Experts for the litigants were at odds on the question of whether defendant’s treatment departed from accepted and standard pediatric practice. Trial testimony offered by the parties also varied on the question of pain symptoms elicited during defendant’s examination of plaintiff. The jury found for plaintiff and granted a verdict of $15,000 for pain and suffering and $60,000 for permanent injuries. The jury thus resolved in plaintiff’s favor the sharp conflict on standard of care between the testimony of the respective experts. The jury was called on to assess, as well, the various witnesses’ recollec*899tions on important factual issues, including plaintiffs symptomology when defendant examined her.
Where a jury resolves a sharp conflict in expert testimony upon a fair interpretation of the evidence, an appellate court should decline to overturn the verdict (see, Cohen v Bugatch, 121 AD2d 426). We find that plaintiff submitted sufficient evidence to the effect that defendant breached the medical standard of care in failing to order blood and urinalysis testing. The evidence presented by plaintiff was also sufficient for the jury to conclude that, based on plaintiffs two days of illness, further tests were in order. On the issue of causation, the jury could infer that plaintiff had appendicitis on August 21, 1981 and that if proper tests and a follow-up examination had been performed, the resultant injuries could have been minimized or prevented. The jury’s finding of causation finds support in the record.

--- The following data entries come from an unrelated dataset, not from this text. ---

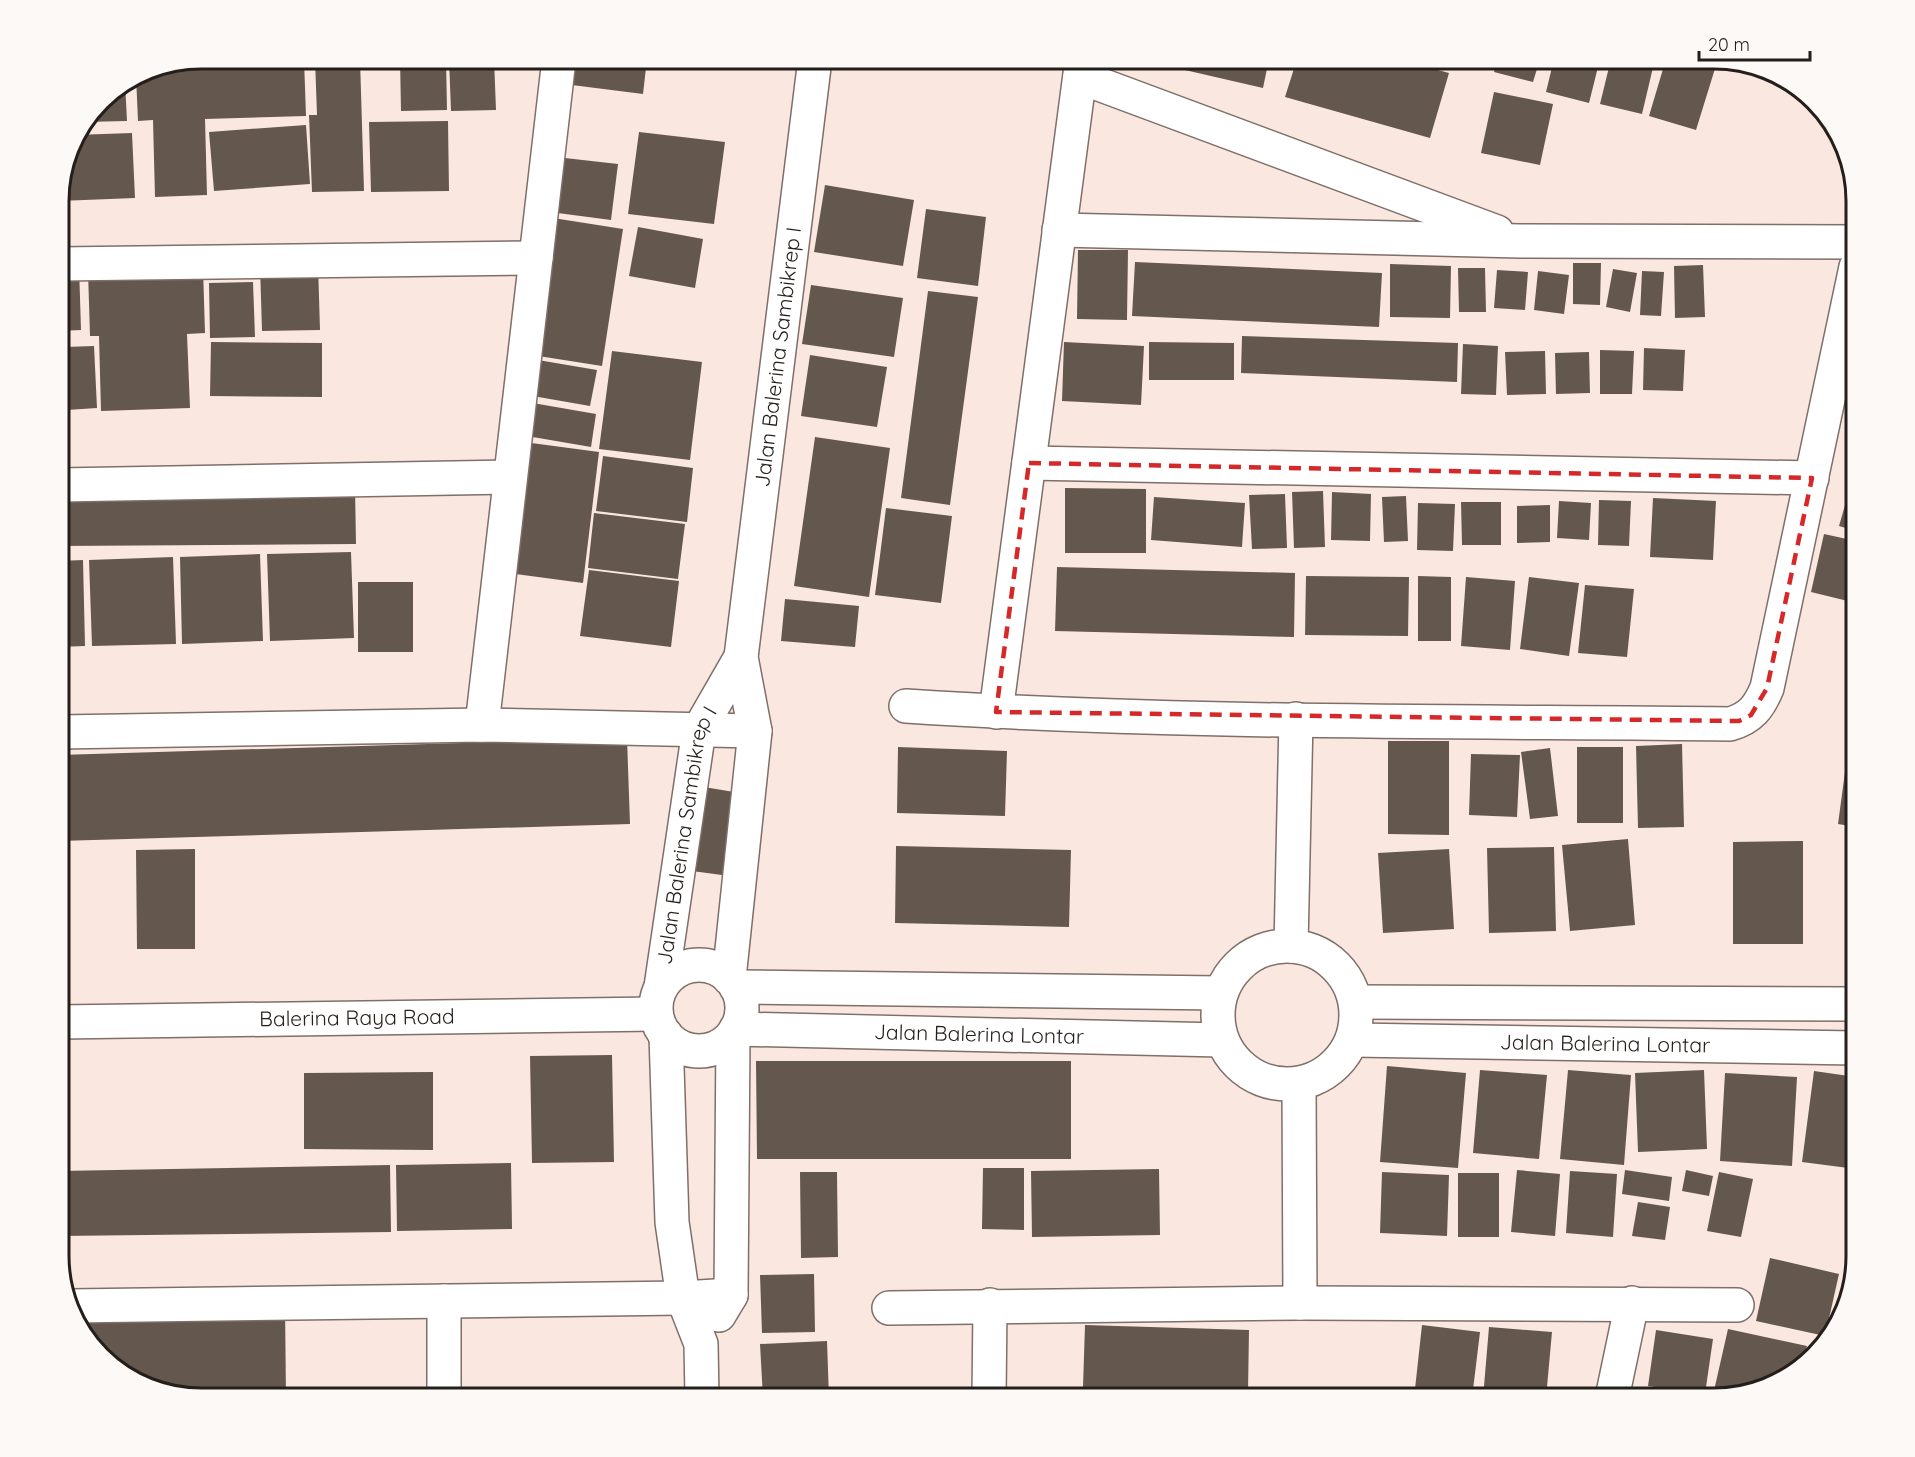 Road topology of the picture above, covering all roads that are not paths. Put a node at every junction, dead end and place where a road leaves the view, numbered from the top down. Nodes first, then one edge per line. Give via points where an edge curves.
1 (558, 69) edge
2 (814, 69) edge
3 (1081, 69) edge
4 (1084, 69) edge
5 (1059, 230) junction
6 (1520, 241) junction
7 (1846, 242) edge
8 (536, 258) junction
9 (69, 264) edge
10 (1846, 319) edge
11 (1029, 463) junction
12 (510, 477) junction
13 (1812, 478) junction
14 (69, 485) edge
15 (741, 657) junction
16 (906, 706) dead end
17 (996, 712) junction
18 (1296, 719) junction
19 (482, 725) junction
20 (699, 730) junction
21 (755, 731) junction
22 (69, 732) edge
23 (1292, 946) junction
24 (733, 983) junction
25 (1221, 993) junction
26 (1356, 1002) junction
27 (1846, 1004) edge
28 (661, 1012) junction
29 (69, 1022) edge
30 (735, 1032) junction
31 (1221, 1040) junction
32 (1353, 1040) junction
33 (1846, 1048) edge
34 (1299, 1084) junction
35 (731, 1295) junction
36 (683, 1298) junction
37 (444, 1301) junction
38 (1300, 1303) junction
39 (1632, 1303) junction
40 (990, 1305) junction
41 (1737, 1305) dead end
42 (79, 1306) edge
43 (889, 1308) dead end
44 (701, 1344) junction
45 (444, 1388) edge
46 (702, 1388) edge
47 (989, 1388) edge
48 (1614, 1388) edge

1 - 8 street
2 - 15 street, Jalan Balerina Sambikrep I
3 - 5 street
4 - 6 street
5 - 6 street
5 - 11 street
6 - 7 street
8 - 9 street
8 - 12 street
10 - 13 street
11 - 13 street
11 - 17 street
12 - 14 street
12 - 19 street
13 - 18 street via 1767,688 1760,705 1745,718 1730,724
15 - 20 street, Jalan Balerina Sambikrep I
15 - 21 street, Jalan Balerina Sambikrep I
16 - 17 street
17 - 18 street
18 - 23 street
19 - 20 street
19 - 22 street
20 - 21 street
20 - 28 street, Jalan Balerina Sambikrep I
21 - 24 street, Jalan Balerina Sambikrep I
23 - 25 street via 1269,948 1248,958 1231,973
23 - 26 street via 1321,954 1344,974
24 - 25 street, Jalan Balerina Lontar
24 - 28 street via 717,969 701,965 685,968 671,975
24 - 30 street via 742,1008
25 - 31 street via 1217,1016
26 - 27 street, Jalan Balerina Lontar
26 - 32 street
28 - 29 street, Balerina Raya Road
28 - 30 street via 677,1045 692,1050 707,1050
28 - 36 street, Jalan Balerina Sambikrep I via 672,1222
30 - 31 street, Jalan Balerina Lontar
30 - 35 street
31 - 34 street via 1234,1060 1252,1076 1275,1084
32 - 33 street, Jalan Balerina Lontar
32 - 34 street via 1331,1069
34 - 38 street
35 - 36 street
35 - 44 street
36 - 37 street
36 - 44 street, Jalan Balerina Sambikrep I
37 - 42 street
37 - 45 street
38 - 39 street
38 - 40 street
39 - 41 street
39 - 48 street
40 - 43 street
40 - 47 street
44 - 46 street, Jalan Balerina Sambikrep I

We find no merit to the other contentions of error raised by defendant. The charge to the jury was adequate. Any error on admissibility of evidence that may have occurred is not sufficient to require a reversal. On the issue of excessiveness of the verdict, we find that it is not so excessive as to shock the court’s conscience (see, Merrill v Albany Med. Center Hosp., 126 AD2d 66, 68, appeal dismissed 71 NY2d 990).
Judgment and order affirmed, with costs. Kane, J. P., Casey, Mikoll, Yesawich, Jr., and Levine, JJ., concur.